Identify each line below containing the string "lane" and copy it.

Provided records –
# # # # #

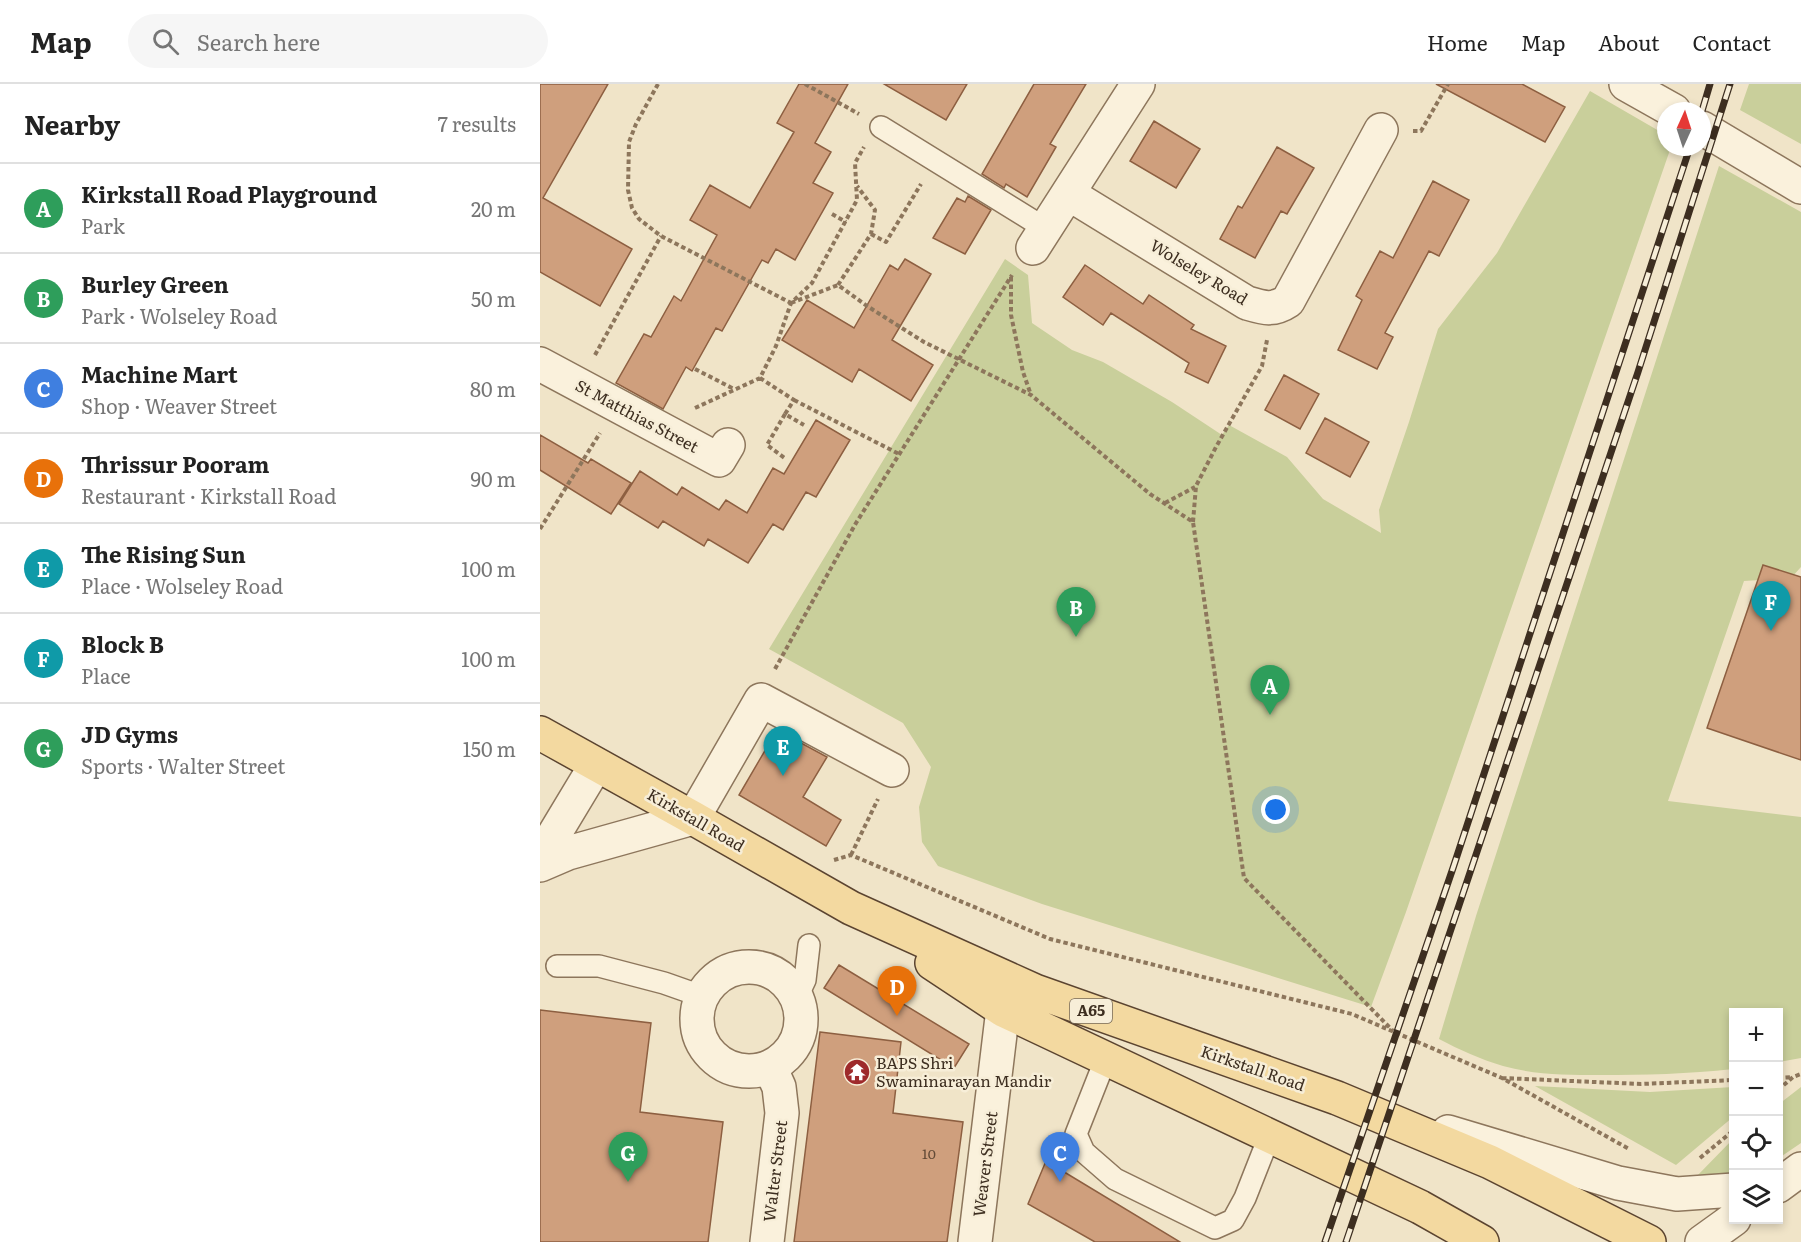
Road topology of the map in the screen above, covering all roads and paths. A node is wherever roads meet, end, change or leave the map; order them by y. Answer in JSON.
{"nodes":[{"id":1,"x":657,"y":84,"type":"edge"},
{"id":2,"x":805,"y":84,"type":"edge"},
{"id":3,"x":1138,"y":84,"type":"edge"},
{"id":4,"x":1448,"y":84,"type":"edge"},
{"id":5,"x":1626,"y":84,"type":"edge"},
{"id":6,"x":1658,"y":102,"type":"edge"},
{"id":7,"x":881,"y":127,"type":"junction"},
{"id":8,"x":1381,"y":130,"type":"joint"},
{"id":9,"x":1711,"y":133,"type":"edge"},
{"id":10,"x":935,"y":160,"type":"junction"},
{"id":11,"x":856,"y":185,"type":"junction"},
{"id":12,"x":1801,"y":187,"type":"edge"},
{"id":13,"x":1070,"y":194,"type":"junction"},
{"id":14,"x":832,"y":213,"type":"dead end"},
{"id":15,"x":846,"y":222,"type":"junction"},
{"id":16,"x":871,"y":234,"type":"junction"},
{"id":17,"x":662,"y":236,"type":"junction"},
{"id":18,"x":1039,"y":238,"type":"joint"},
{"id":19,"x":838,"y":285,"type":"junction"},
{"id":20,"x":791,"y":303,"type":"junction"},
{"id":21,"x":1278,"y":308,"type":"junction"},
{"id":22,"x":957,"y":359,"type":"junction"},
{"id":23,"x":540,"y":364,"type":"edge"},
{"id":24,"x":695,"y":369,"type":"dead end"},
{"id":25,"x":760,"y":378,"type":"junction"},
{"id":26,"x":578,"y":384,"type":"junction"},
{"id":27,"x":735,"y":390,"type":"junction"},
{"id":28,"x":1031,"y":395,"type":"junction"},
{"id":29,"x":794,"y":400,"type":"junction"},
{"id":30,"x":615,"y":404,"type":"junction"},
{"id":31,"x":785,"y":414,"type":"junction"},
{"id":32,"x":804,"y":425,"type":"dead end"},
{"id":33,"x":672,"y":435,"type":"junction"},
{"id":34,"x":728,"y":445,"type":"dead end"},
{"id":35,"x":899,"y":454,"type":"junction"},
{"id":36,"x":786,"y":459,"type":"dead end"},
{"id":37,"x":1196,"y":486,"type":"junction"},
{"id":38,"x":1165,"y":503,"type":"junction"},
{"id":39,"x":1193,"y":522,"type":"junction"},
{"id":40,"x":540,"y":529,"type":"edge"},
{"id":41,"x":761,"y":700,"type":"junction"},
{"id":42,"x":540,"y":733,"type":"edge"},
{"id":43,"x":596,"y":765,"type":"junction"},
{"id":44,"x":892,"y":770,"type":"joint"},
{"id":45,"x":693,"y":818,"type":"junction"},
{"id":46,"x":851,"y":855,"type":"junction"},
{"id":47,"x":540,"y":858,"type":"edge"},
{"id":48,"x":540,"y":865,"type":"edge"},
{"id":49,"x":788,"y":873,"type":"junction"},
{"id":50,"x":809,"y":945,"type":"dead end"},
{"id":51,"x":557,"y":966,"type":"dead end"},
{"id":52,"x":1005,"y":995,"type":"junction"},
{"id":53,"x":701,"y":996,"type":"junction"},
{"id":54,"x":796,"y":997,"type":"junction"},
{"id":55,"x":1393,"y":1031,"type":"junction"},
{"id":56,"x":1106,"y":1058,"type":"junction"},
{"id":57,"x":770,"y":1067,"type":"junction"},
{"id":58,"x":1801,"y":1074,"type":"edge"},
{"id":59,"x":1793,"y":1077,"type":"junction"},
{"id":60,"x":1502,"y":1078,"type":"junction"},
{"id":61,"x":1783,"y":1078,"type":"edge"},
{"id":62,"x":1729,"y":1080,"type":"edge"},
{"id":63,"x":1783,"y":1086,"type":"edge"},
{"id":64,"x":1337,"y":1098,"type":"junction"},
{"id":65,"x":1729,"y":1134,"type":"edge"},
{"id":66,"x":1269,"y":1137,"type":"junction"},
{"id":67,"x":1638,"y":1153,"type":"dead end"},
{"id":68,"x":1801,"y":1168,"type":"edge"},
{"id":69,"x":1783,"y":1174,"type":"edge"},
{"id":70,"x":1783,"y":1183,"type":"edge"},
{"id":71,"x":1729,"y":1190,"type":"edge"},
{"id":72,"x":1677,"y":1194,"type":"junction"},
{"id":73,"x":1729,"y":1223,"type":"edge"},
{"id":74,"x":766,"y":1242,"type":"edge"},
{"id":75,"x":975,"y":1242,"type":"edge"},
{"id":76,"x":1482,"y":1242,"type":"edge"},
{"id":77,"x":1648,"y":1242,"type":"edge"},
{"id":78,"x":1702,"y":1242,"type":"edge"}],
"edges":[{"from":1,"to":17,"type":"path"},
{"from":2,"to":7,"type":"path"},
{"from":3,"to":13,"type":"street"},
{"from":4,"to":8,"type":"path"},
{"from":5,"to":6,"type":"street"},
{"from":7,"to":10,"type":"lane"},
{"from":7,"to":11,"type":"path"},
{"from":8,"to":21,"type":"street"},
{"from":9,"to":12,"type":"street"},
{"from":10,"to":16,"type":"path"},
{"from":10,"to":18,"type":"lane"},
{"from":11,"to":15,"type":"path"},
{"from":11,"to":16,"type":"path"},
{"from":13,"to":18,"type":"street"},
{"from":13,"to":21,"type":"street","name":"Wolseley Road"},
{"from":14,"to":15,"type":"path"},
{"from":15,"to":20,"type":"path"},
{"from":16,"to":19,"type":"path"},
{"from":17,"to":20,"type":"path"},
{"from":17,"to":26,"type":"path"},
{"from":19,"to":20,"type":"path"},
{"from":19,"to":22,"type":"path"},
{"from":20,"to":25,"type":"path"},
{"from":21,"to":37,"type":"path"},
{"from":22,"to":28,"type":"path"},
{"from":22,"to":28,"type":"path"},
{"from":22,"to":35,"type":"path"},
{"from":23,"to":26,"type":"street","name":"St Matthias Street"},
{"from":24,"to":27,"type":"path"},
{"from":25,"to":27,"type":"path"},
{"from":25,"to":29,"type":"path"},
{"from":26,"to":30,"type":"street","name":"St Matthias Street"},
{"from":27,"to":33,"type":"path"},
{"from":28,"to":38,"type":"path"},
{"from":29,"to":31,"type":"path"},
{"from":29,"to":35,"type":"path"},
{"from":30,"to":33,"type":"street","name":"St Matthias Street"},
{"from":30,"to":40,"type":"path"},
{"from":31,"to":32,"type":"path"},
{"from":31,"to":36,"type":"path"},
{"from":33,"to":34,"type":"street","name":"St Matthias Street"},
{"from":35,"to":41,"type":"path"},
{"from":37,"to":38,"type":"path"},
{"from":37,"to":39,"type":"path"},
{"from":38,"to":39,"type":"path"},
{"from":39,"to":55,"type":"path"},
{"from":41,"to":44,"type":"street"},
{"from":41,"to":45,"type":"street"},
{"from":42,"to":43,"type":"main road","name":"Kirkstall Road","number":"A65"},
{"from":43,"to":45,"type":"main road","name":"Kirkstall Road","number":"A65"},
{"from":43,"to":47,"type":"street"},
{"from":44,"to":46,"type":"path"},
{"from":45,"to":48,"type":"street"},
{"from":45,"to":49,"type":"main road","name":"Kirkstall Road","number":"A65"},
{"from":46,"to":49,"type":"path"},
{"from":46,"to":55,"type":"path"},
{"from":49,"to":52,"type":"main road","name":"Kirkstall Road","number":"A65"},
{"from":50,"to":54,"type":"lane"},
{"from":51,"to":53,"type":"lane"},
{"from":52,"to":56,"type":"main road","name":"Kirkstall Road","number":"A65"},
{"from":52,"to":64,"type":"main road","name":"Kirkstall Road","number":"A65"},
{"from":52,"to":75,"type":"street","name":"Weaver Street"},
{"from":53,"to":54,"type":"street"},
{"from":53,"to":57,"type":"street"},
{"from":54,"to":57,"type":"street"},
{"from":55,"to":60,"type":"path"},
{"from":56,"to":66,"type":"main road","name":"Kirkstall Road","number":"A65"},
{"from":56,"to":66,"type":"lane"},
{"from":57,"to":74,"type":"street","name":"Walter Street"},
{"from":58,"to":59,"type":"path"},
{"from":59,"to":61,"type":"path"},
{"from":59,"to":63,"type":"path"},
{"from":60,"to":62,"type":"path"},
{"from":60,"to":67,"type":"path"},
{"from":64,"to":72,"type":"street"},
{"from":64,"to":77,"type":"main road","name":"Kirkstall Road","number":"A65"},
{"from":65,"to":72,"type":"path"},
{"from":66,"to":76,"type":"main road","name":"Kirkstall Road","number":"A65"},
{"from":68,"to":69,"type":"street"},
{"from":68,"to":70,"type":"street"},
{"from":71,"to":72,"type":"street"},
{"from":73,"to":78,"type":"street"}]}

# # # # #

Output for this exercise –
{"from":7,"to":10,"type":"lane"},
{"from":10,"to":18,"type":"lane"},
{"from":50,"to":54,"type":"lane"},
{"from":51,"to":53,"type":"lane"},
{"from":56,"to":66,"type":"lane"},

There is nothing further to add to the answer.